Una nueva estrategia para la gestión del Capital Humano

Según un estudio de McKinsey Global Institute1, publicado a principios de junio de 2022, “el recurso más importante de cualquier economía u organización es su capital humano, es decir, el conocimiento colectivo, los atributos, las habilidades, la experiencia y la salud de su personal”.

El capital humano no es un concepto abstracto, es algo real y concreto, pero de dimensión colectiva. Cada individuo es único e irrepetible, y tiene un conjunto de capacidades únicas, que continúan desarrollándose en conocimiento y experiencia, en armonía con las interacciones que tiene con sus pares, colegas y colaboradores.

Hace ya unos años que las organizaciones estaban acomodando sus estructuras frente a una aceleración tecnológica que impulsaba la famosa transformación digital. Interpelaba las formas clásicas de gestión de nuevos modelos de negocio y requería que los talentos o personas que sostenían estas operaciones, contaran con nuevas habilidades y capacidades.

El mundo ya no es el mismo; la pandemia afectó globalmente la economía y la guerra aumentó la incertidumbre. Y esto nos lleva a revisar estrategias y objetivos.

Una nueva estrategia para la gestión del capital humano

Para confrontar estas nuevas situaciones debemos buscar un nuevo paradigma, que seguramente será más efímero, pero nos hará más flexibles, más adaptables a los cambios abruptos, a los nuevos movimientos.

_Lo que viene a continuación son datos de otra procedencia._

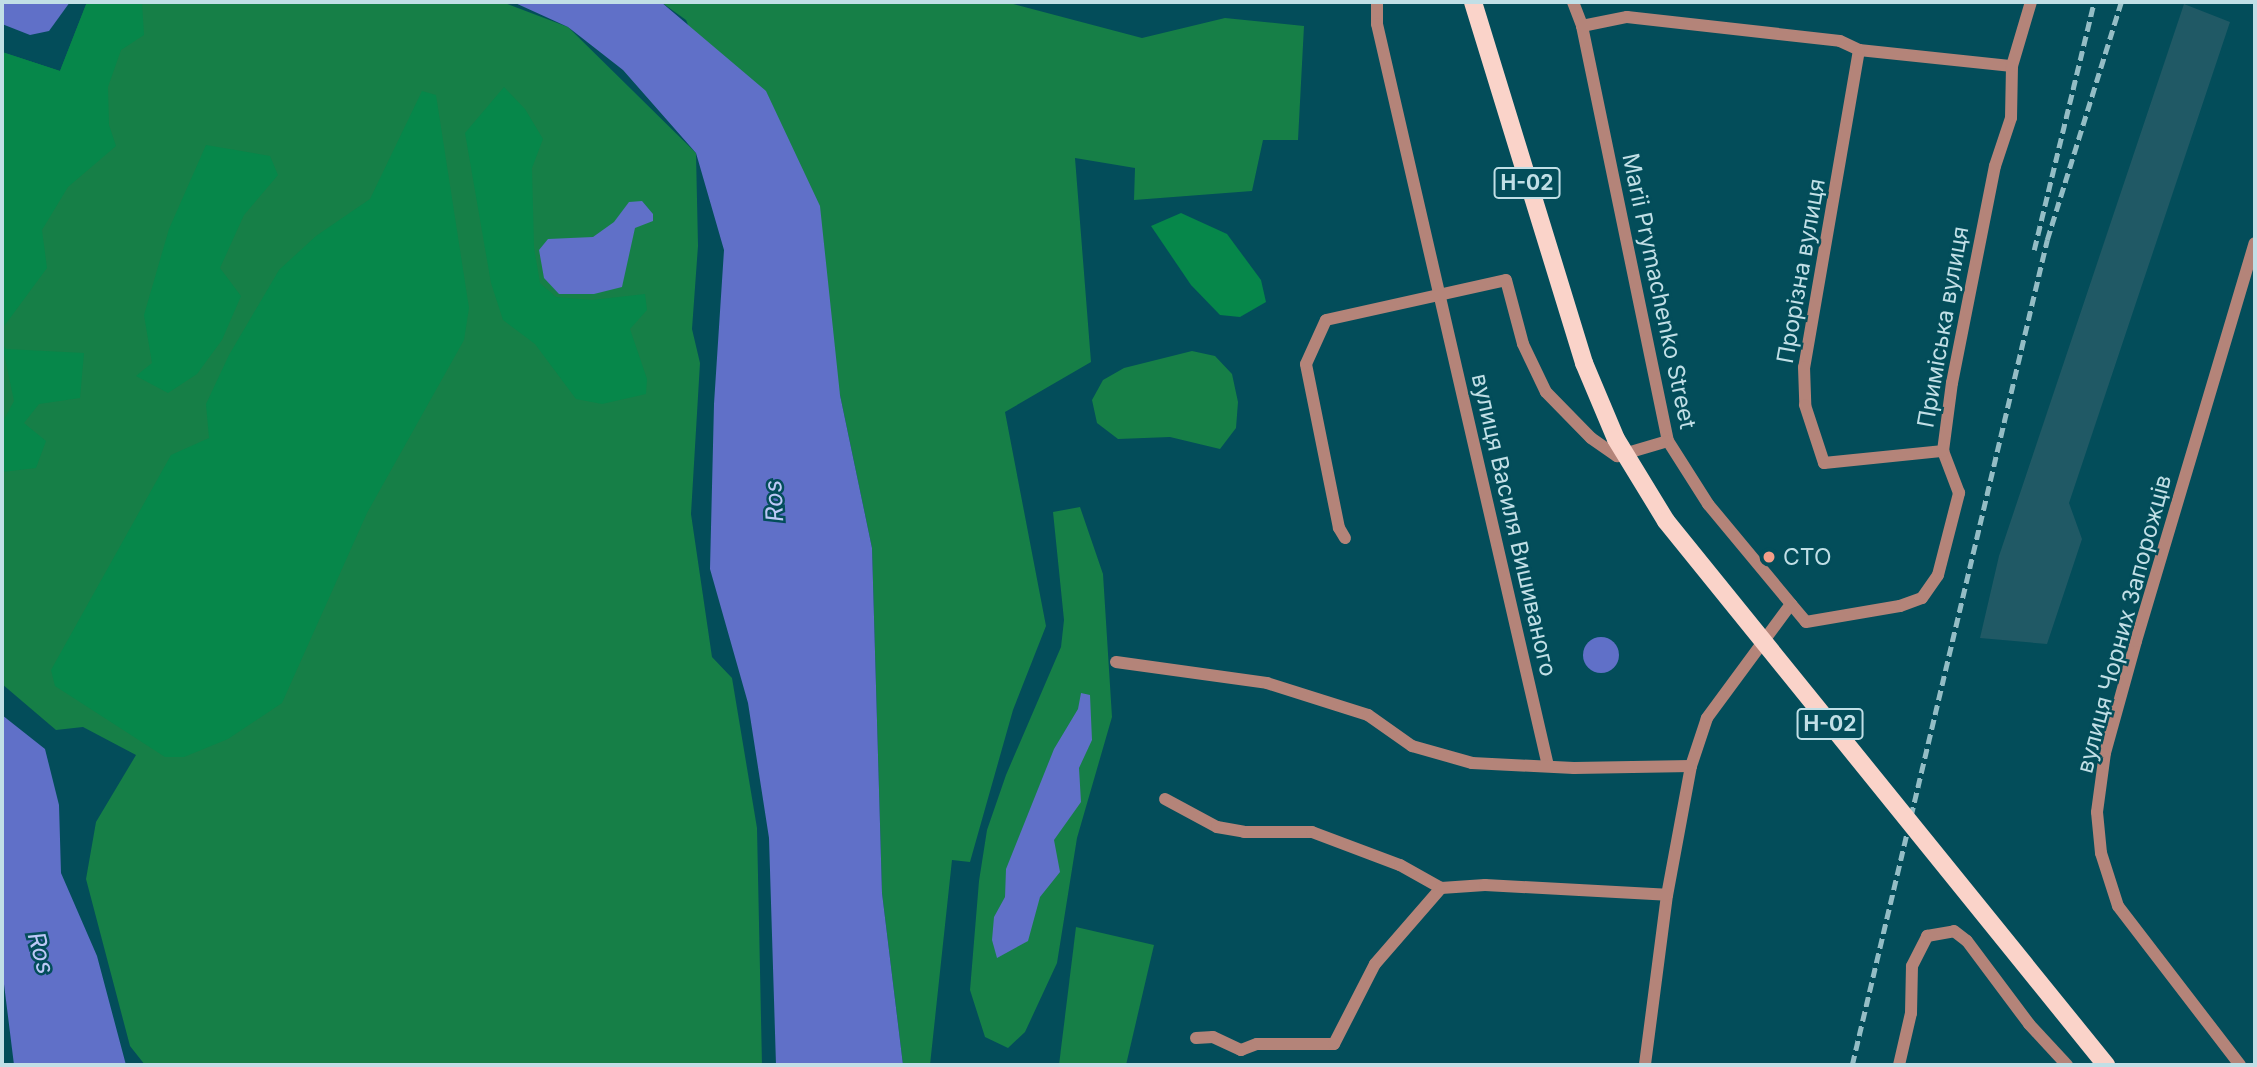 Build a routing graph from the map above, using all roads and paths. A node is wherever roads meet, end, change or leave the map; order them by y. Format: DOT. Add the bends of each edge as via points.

Hoy necesitamos llevar más conocimiento a más personas, acercar nuevas habilidades tecnológicas a quienes jamás las utilizaron, promover la educación continua, capacitar en nuevas tecnologías, gestionar la automatización y los cambios de roles, en síntesis, modificar las formas de trabajar, de colaborar, de comunicar y de ejercer el liderazgo.

Debemos adoptar lo híbrido como normal y lógico. Lo híbrido en la selección de personal, lo híbrido en la formación, lo híbrido en la ejecución del trabajo. Así como reconocemos que aquella empresa que no se transforma digitalmente, en el corto o mediano plazo, está condenada; tampoco hay espacio para imponer una cultura laboral rígida. Ya no sería por gusto, sino por necesidad, ya que el mundo cambió.

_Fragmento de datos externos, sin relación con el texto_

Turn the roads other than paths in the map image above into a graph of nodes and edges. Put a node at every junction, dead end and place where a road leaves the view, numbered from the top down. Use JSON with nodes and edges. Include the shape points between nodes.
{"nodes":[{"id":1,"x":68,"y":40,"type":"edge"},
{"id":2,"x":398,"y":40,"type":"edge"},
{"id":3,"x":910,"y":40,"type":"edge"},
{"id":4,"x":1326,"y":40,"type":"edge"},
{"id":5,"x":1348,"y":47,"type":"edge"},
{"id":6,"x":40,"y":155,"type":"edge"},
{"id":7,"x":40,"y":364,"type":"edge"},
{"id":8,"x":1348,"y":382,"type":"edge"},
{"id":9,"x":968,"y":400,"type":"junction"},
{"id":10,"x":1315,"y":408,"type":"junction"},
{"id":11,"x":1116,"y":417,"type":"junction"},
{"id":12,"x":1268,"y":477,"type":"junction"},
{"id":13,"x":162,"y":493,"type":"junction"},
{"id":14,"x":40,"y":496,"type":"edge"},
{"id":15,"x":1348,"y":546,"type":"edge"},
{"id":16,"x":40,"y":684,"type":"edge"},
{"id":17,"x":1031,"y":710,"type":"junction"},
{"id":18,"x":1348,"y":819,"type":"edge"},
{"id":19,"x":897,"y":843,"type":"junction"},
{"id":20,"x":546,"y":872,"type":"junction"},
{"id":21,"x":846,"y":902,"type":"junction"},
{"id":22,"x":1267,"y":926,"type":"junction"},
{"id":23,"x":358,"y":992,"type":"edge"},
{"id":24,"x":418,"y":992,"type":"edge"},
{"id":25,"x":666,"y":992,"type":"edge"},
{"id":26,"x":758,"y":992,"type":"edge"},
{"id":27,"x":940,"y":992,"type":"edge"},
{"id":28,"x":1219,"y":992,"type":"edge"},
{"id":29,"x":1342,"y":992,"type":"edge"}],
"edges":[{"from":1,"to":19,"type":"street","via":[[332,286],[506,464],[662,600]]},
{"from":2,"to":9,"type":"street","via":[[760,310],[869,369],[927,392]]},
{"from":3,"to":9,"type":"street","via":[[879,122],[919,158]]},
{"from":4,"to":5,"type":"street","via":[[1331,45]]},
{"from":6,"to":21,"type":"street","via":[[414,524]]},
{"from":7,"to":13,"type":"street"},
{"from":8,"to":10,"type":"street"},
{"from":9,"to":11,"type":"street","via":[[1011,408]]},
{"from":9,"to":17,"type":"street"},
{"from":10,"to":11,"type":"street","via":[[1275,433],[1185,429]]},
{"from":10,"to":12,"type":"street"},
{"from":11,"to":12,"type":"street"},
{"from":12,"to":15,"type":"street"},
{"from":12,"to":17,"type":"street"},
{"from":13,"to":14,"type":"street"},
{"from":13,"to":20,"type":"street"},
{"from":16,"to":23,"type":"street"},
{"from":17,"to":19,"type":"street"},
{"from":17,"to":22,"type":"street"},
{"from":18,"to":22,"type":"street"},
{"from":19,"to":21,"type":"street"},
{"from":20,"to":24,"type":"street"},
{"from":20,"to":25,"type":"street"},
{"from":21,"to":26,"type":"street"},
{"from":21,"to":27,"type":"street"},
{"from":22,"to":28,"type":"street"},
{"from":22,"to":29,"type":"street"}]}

Y la única forma de cambiar los resultados es producir un cambio mental en toda la organización, partiendo de la dirección, pasando por las distintas áreas de negocio y técnicas, y obviamente, el área de capital humano.

Debemos innovar y reinventar un nuevo modelo estratégico para gestionar a las personas en las organizaciones; un modelo más colaborativo y expansivo hacia distintos tipos de diversidad.

Nota: 1. McKinsey Global Institute, “Human capital at work: The value of experience.”, report, June 2022.